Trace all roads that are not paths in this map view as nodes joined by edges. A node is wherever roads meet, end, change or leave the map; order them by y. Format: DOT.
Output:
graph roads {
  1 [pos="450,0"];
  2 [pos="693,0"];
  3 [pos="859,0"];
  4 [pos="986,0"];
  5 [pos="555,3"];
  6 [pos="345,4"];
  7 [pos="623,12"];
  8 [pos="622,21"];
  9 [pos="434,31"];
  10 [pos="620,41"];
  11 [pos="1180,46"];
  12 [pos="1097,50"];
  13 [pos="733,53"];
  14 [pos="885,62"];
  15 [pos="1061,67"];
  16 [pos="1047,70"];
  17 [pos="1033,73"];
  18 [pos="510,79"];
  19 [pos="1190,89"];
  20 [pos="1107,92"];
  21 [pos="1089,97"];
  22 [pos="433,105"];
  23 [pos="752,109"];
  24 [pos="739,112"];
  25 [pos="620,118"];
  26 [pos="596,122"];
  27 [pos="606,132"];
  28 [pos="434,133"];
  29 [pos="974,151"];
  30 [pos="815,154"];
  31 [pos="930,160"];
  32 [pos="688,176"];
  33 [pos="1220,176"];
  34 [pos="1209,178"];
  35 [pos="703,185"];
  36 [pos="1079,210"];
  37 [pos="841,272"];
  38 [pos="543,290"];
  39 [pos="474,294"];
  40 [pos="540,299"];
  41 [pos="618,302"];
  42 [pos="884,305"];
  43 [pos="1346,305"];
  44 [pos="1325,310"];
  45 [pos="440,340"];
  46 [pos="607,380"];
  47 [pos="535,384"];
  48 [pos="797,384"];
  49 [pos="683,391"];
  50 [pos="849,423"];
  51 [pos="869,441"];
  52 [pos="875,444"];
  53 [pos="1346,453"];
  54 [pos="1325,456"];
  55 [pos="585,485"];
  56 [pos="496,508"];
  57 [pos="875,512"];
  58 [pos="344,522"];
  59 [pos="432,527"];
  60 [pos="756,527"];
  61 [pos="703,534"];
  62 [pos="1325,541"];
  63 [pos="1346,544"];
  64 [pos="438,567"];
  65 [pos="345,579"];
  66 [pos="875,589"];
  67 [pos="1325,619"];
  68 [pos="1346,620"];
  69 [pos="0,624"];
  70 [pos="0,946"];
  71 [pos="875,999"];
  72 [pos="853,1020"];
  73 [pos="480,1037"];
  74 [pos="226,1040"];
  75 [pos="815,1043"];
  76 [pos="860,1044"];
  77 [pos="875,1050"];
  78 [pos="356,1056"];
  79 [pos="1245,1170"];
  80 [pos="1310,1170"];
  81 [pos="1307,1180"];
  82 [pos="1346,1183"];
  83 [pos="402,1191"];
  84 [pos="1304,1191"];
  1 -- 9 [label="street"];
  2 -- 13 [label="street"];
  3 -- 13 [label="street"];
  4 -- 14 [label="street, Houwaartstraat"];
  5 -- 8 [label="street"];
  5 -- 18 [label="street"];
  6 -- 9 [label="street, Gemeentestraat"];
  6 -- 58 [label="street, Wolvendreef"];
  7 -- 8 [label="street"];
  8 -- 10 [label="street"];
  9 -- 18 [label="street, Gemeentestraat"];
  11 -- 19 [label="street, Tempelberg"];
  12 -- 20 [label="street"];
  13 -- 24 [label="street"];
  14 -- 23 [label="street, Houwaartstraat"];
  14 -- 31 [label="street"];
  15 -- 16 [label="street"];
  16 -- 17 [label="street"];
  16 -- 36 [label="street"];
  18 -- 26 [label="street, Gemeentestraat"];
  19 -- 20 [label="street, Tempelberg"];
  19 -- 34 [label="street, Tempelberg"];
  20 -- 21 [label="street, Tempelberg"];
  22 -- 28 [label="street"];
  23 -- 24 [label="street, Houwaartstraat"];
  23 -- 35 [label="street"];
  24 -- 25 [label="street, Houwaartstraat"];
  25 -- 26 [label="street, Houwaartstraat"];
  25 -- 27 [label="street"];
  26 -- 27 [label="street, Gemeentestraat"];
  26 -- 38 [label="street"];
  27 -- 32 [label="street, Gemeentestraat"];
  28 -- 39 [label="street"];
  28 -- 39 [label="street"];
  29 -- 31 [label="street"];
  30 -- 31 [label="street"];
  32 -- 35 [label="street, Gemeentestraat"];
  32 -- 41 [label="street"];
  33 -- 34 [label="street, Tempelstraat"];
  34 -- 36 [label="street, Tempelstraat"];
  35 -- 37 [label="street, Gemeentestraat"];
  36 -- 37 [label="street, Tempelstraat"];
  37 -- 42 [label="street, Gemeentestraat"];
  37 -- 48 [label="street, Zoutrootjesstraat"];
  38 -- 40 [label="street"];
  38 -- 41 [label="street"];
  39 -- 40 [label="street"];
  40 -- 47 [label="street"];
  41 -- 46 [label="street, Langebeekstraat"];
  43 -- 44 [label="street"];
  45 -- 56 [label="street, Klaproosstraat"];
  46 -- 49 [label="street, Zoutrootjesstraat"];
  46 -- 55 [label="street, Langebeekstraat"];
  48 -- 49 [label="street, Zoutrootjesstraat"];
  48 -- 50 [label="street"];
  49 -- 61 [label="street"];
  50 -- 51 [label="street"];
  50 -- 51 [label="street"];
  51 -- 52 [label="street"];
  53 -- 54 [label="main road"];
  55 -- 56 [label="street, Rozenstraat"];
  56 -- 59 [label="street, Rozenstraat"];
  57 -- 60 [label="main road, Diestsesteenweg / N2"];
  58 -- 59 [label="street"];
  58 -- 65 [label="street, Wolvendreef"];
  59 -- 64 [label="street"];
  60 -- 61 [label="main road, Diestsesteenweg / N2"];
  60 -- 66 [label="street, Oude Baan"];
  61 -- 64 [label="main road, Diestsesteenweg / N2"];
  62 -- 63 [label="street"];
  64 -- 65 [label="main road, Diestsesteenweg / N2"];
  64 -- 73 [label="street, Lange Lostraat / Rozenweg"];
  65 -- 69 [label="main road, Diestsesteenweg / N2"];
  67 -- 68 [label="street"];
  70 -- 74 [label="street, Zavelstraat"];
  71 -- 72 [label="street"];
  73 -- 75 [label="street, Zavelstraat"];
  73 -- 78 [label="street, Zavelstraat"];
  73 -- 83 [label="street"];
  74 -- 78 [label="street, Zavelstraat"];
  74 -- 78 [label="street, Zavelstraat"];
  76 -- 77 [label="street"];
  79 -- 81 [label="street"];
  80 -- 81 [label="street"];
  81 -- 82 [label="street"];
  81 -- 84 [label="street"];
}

[WHAT NEEDS TO BE DONE]: Go through the lines above and count those with "Tempelstraat"; report only the number.

[SOLUTION TO THIS PROBLEM]: 3